Task objective:
Pick every line out of the entries below that holds the string "filter", and report them.

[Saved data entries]
☆ ☆ ☆ ☆ ☆ ☆ ☆
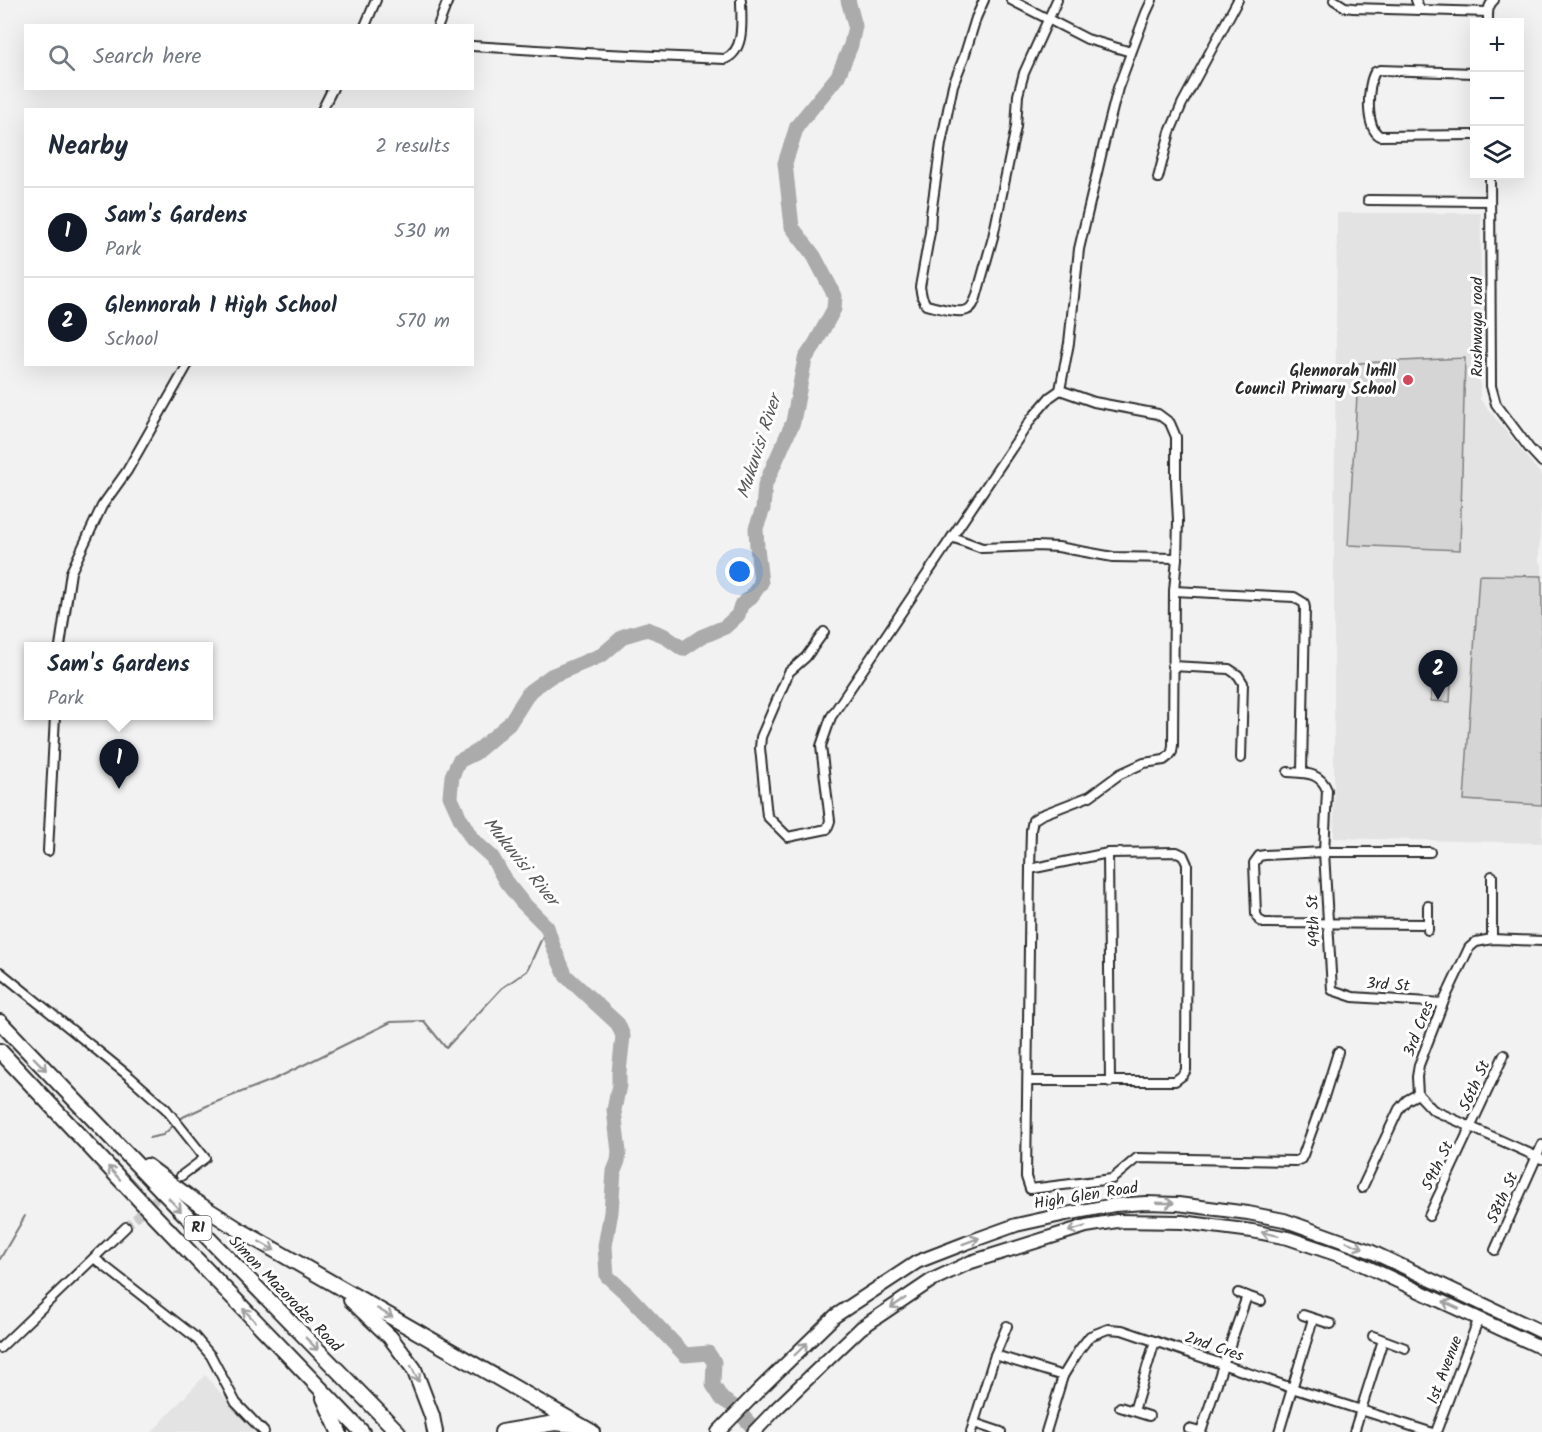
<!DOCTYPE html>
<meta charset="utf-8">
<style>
body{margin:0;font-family:Kalam,sans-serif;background:#f2f2f3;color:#1f2937}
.controls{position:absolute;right:18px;top:18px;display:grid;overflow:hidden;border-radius:0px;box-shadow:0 6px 24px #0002}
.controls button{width:54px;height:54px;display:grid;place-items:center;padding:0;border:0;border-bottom:2px solid #e0e1e3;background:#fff;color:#1f2937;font:30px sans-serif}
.you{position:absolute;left:740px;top:572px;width:21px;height:21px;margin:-15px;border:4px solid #fff;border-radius:50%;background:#1a73e8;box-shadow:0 0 0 9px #1a73e833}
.badge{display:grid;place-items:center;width:39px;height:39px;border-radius:50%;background:#111827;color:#fff;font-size:20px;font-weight:700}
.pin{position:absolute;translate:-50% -50px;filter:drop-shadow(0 2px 3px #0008)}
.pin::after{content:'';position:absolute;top:32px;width:21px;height:18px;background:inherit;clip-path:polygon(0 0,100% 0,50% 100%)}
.popup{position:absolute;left:24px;top:642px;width:189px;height:78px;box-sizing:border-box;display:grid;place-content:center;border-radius:0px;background:#fff;filter:drop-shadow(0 2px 4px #0005);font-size:20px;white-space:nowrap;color:#747a83}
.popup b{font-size:22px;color:#1f2937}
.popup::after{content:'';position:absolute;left:50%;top:100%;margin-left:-12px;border:12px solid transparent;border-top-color:#fff}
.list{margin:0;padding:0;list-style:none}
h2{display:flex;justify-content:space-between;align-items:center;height:78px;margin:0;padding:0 24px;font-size:26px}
h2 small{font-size:20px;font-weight:400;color:#747a83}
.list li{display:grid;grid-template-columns:39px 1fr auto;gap:18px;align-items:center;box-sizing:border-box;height:90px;padding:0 24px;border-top:2px solid #e0e1e3}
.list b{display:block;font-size:22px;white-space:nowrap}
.list p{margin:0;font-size:20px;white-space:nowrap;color:#747a83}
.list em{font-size:20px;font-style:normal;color:#747a83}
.icon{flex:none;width:33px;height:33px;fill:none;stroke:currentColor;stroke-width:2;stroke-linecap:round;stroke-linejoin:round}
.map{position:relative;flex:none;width:1542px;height:1432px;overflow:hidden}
.search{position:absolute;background:#fff;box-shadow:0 6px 24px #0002;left:24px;top:24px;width:450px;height:66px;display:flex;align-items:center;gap:15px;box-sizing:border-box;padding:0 21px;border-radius:0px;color:#747a83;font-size:22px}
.panel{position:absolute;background:#fff;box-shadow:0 6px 24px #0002;left:24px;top:108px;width:450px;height:258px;border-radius:0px}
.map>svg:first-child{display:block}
</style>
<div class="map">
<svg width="1542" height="1432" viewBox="0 0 1542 1432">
<rect width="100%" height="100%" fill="#f2f2f2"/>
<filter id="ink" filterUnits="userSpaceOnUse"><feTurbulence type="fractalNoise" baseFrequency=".0167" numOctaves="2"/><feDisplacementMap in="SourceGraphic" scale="12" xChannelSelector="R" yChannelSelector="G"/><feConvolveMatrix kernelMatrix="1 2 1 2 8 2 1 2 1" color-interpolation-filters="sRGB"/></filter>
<g filter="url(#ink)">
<!-- built -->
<g fill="#e3e3e3">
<path d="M1337 213H1481L1480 399 1542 476 1539 562 1542 563V843L1334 838V558Z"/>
<path d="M205 1375 255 1432H152Z"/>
</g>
<!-- green -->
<g fill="#d5d5d5" stroke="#808080" stroke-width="1.5">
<path d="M1465 358 1460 550 1348 545 1359 363Z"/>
<path d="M1479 575 1542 576V805L1464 800Z"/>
<path d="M1433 661 1452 662 1450 702 1431 701Z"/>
</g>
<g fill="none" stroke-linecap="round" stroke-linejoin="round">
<!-- stream -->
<g stroke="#787878" stroke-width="2">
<path d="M179 1121 183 1117 211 1104 275 1079 391 1022 424 1021 446 1048 502 988 527 971 547 927"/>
<path d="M149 1138 163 1135 175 1124"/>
<path d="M0 1259 25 1216"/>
</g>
<!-- river -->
<path stroke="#ababab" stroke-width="15" d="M757 1432 739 1412 738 1409 722 1399 713 1385 714 1362 708 1353 685 1355 627 1294 607 1276 605 1246 611 1212 614 1171 618 1161 619 1152 614 1110 619 1085V1072L623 1036 618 1024 566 976 554 949 547 927 522 902 506 882 492 857 472 839 460 818 450 796 452 776 459 761 475 753 509 724 530 691 551 676 602 655 624 636 647 629 663 635 683 649 701 637 725 627 738 615 741 605 751 597 761 583 757 547 756 528 763 509 765 485 793 422 805 359 815 344 834 309 835 296 814 256 792 227 785 163 797 126 838 76 851 45 855 26 848 0"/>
<!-- street-tunnel -->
<path stroke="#cacaca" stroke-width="8" stroke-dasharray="8 4" stroke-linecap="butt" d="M126 1227 164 1191"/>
<!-- street casing -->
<g stroke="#2b2b2b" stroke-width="12">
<g id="street">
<path d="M984 0 976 18 964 57 953 85 941 144 931 214 930 232 920 287 922 297 926 305C936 307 958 314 967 310 972 308 974 303 976 298L993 237 1016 127 1018 95 1024 73 1057 0"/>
<path d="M1011 0 1087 39 1131 52"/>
<path d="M1334 0 1345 7 1353 8 1488 12"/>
<path d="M1416 0 1420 10"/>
<path d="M1488 22C1488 14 1487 6 1494 0"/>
<path d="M365 26 376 0"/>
<path d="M438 26 448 0"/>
<path d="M472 46 585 53 725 59C746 50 741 19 741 0"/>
<path d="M1474 73 1380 70 1375 72C1367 85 1365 128 1380 136L1474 135"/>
<path d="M322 110 333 88"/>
<path d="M1490 176 1491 386 1496 404 1529 448 1542 462"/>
<path d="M1158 178 1170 132 1182 104 1238 0"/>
<path d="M1368 200 1490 201"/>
<path d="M952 537 982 548 1036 546 1058 547 1113 557 1177 558"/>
<path d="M1174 591 1294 597 1304 603 1305 608 1302 772"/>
<path d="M824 632 806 657 789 672 761 737 760 748 767 816 788 837 827 829 830 821 821 746 831 717 1032 418 1050 397 1060 390 1069 343 1079 249 1104 143 1118 88 1146 13 1152 0"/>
<path d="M60 646 71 572 102 506 127 471 188 364"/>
<path d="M1172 666 1229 669 1238 675 1243 683 1241 758"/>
<path d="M1288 772C1305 773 1320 772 1327 790L1324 852 1332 990 1353 997 1443 1003"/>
<path d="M48 851 55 716"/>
<path d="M1108 853 1110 1082"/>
<path d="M1030 869 1031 830 1033 820 1041 815 1090 796 1120 774 1144 763 1164 760 1169 756 1172 752 1173 745 1174 591 1177 558 1178 521 1176 482V437L1170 423 1158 414 1094 402 1060 390"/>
<path d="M1427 924 1264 923 1259 920 1256 914 1254 863 1259 856 1265 855 1324 852H1430"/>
<path d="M1428 930V906"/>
<path d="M1492 939V876"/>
<path d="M1542 941 1492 939 1476 942 1469 948 1443 1003 1419 1065 1417 1077 1418 1094 1433 1110 1542 1159"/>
<path d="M0 972 130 1077 166 1109 205 1158 181 1176"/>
<path d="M1028 1081H1175L1183 1075 1186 1070 1187 864 1183 855 1177 852 1108 853 1030 869 1026 1177 1030 1189 1112 1179 1137 1158 1296 1161 1301 1159 1303 1155 1324 1097 1338 1052"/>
<path d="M1362 1188 1399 1109 1407 1100 1418 1094"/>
<path d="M1429 1216 1504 1055"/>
<path d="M1495 1250 1542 1145"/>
<path d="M94 1258 195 1337 211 1356 236 1403 264 1432"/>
<path d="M1238 1293 1261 1301"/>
<path d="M1303 1315 1331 1324"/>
<path d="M1373 1336 1405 1348"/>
<path d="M0 1348 126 1227"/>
<path d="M995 1355 1063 1376"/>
<path d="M1120 1407 1149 1416"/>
<path d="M1134 1411 1155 1341"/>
<path d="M974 1423 1001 1432"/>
<path d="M1189 1429 1200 1432"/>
<path d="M971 1432 995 1355 1007 1326"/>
<path d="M1046 1432 1063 1376 1079 1350 1090 1336 1108 1329 1122 1330 1292 1388 1430 1432"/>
<path d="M1201 1432 1223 1365 1247 1296"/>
<path d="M1279 1432 1313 1319"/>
<path d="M1354 1432 1383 1340"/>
<path d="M1436 1432 1479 1318"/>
</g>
</g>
<!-- primary casing -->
<g stroke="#2b2b2b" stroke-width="16">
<g id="primary">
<path d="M718 1432 759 1390 835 1316 917 1262 966 1243 1016 1225 1066 1214 1114 1205 1146 1203 1178 1204 1248 1213 1284 1220 1370 1251 1542 1332"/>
<path d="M754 1432 776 1409 861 1328 932 1280 971 1262 1086 1226 1117 1221 1182 1222 1252 1231 1288 1238 1350 1259 1542 1348"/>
</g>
</g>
<!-- highway casing -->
<g stroke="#2b2b2b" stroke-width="18">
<g id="highway">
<path d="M0 1022 166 1195 398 1432"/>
<path d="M0 1051 149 1210 362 1432"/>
<path d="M147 1166 194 1201 238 1229 592 1432"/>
<path d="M351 1300 390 1337 414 1369 432 1416 435 1432"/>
<path d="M324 1398 339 1432"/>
<path d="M502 1432 555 1423 574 1425"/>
</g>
</g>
<!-- street -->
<use href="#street" stroke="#fff" stroke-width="8"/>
<!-- primary -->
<use href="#primary" stroke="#fff" stroke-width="12"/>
<!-- highway -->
<use href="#highway" stroke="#fff" stroke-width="14"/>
</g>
<!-- one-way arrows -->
<defs><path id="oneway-shaft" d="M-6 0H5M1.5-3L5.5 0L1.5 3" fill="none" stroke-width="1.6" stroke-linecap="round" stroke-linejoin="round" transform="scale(1.5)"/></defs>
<g stroke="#a0a0a0">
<use href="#oneway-shaft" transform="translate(40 1064) rotate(46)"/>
<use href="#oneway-shaft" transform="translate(114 1173) rotate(-133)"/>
<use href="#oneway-shaft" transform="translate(1165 1203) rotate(2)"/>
<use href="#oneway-shaft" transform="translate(175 1205) rotate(46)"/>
<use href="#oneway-shaft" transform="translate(1077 1229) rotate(163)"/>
<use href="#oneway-shaft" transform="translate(1270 1234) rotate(-168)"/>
<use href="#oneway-shaft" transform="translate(971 1241) rotate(-20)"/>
<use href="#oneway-shaft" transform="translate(1355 1245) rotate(21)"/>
<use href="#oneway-shaft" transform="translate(267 1246) rotate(30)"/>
<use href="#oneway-shaft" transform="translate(898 1303) rotate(146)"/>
<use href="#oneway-shaft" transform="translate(1451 1305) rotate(-155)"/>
<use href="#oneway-shaft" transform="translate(385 1313) rotate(30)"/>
<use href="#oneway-shaft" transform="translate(249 1315) rotate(-134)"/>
<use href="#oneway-shaft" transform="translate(312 1344) rotate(45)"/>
<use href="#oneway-shaft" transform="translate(801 1349) rotate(-44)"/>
<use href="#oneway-shaft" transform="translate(415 1374) rotate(64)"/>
</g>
</g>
<!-- markers -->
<circle fill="#d1495b" stroke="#fff" stroke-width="2" cx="1408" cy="380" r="6"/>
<g text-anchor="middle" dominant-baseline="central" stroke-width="6" stroke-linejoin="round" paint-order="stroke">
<!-- shield labels -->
<rect fill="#fff" stroke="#6b6b6b" stroke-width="1.5" x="184.5" y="1216" width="27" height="24" rx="4.5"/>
<g font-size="15" font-weight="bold" fill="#2b2b2b">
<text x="198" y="1228">R1</text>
</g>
<!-- street labels -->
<g font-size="16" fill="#2b2b2b" stroke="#fff">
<text transform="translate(1477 327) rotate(-90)">Rushwaya road</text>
<text transform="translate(1314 921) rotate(-93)">49th St</text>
<text transform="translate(1388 985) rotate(4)">3rd St</text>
<text transform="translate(1419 1029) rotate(-69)">3rd Cres</text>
<text transform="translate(1475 1086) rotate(-66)">56th St</text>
<text transform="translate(1438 1166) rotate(-64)">59th St</text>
<text transform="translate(1086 1196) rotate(-9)">High Glen Road</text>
<text transform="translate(1503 1198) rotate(-66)">58th St</text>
<text transform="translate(285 1294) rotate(46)">Simon Mazorodze Road</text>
<text transform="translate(1214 1347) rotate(19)">2nd Cres</text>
<text transform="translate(1445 1370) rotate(-69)">1st Avenue</text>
</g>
<!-- poi labels -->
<g font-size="16" font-weight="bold" fill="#2b2b2b" stroke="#fff" text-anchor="end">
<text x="1396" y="371">Glennorah Infill<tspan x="1396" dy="18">Council Primary School</tspan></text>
</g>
<!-- water labels -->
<g font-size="18" font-style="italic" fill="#585858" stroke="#fff">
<text transform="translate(760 447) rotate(-72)">Mukuvisi River</text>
<text transform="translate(520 862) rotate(51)">Mukuvisi River</text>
</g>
</g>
</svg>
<div class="controls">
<button>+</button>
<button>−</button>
<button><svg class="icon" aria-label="layers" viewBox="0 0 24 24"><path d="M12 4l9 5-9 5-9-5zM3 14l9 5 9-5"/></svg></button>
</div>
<div class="you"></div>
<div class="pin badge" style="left:119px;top:789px">1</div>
<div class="popup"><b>Sam's Gardens</b>Park</div>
<div class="pin badge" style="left:1438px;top:700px">2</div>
<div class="search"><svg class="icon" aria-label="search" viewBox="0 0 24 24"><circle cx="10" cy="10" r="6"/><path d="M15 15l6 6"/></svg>Search here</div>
<section class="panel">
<h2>Nearby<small>2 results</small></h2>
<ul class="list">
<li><span class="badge">1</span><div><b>Sam's Gardens</b><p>Park</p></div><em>530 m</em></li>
<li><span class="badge">2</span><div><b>Glennorah 1 High School</b><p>School</p></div><em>570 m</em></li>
</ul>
</section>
</div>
☆ ☆ ☆ ☆ ☆ ☆ ☆
Output below:
.pin{position:absolute;translate:-50% -50px;filter:drop-shadow(0 2px 3px #0008)}
.popup{position:absolute;left:24px;top:642px;width:189px;height:78px;box-sizing:border-box;display:grid;place-content:center;border-radius:0px;background:#fff;filter:drop-shadow(0 2px 4px #0005);font-size:20px;white-space:nowrap;color:#747a83}
<filter id="ink" filterUnits="userSpaceOnUse"><feTurbulence type="fractalNoise" baseFrequency=".0167" numOctaves="2"/><feDisplacementMap in="SourceGraphic" scale="12" xChannelSelector="R" yChannelSelector="G"/><feConvolveMatrix kernelMatrix="1 2 1 2 8 2 1 2 1" color-interpolation-filters="sRGB"/></filter>
<g filter="url(#ink)">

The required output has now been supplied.